潜在应用价值: 该发现揭示了Nodal-ALK7-Smad3通路作为一个潜在的糖尿病治疗靶点。通过开发能够特异性抑制该通路的药物(如ALK7抑制剂),可能有助于在糖尿病早期保护β细胞免受凋亡、促进其增殖,从而实现“β细胞导向”的疾病修饰治疗。同时,理解胰岛素自分泌作用的保护机制,也为改善胰岛移植后β细胞的存活和功能提供了思路。
研究亮点: 1. 机制研究的深度与系统性: 研究不仅停留在表型观察(凋亡、增殖、分泌),还深入到了信号通路(从受体到转录因子)、蛋白互作(Akt-Smad3结合)和亚细胞定位(Smad3核转位)等多个层面,逻辑链条完整。 2. 模型选择的合理性: 结合了常用的INS-1细胞系和更具生理相关性的原代大鼠胰岛,相互验证,增强了结论的可信度。 3. 发现了关键的交汇节点: 证实Akt与Smad3的直接相互作用,并发现胰岛素能增强此互作,这为解释两种信号如何相互拮抗提供了一个新颖而有力的分子机制。 4. 连接了细胞命运与功能: 研究不仅关注细胞生死(凋亡/增殖),还将影响延伸至β细胞的核心功能——胰岛素分泌,并初步揭示了其通过干扰钙信号的机制,使研究意义更加全面。
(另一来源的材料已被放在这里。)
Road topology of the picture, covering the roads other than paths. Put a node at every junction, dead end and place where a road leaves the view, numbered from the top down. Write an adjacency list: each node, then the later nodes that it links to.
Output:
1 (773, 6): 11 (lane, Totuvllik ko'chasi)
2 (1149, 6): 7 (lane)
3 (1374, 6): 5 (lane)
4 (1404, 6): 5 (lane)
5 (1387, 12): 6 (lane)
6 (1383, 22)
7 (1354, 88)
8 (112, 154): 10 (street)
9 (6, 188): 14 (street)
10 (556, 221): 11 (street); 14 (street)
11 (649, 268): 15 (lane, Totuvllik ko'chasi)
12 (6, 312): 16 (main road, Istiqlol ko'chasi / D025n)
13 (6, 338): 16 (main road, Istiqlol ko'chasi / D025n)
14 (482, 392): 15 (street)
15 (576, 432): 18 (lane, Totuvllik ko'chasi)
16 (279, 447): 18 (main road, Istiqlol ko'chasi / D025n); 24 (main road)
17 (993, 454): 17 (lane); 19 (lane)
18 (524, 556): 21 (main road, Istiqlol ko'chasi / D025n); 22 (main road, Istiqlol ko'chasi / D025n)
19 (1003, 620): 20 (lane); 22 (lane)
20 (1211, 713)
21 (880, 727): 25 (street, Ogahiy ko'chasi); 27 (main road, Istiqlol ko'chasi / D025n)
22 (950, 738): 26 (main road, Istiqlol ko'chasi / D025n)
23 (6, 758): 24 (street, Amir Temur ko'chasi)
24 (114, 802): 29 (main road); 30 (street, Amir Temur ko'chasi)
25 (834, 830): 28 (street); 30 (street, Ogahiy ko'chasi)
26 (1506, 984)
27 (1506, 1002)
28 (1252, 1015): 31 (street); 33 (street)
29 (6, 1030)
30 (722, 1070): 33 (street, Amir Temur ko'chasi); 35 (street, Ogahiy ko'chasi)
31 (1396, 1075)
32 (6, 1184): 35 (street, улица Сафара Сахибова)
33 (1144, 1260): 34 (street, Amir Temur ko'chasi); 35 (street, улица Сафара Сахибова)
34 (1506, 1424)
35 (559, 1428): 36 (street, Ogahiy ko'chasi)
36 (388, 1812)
其他有价值的讨论: 论文在讨论部分也提及了该研究发现的潜在局限性及未来方向,例如指出Nodal在啮齿类动物与人类胰岛中的表达模式和作用可能存在差异(在人类中可能更侧重于α细胞),这提示后续研究需要在人源细胞或组织中进行验证。此外,论文提出了一个有趣的假设:在整体胰岛微环境中,β细胞分泌的胰岛素可能以旁分泌形式作用于α细胞,而α细胞表达的Nodal又可能反过来影响β细胞,这种复杂的细胞间对话值得在未来利用更复杂的共培养体系或体内模型进行探索。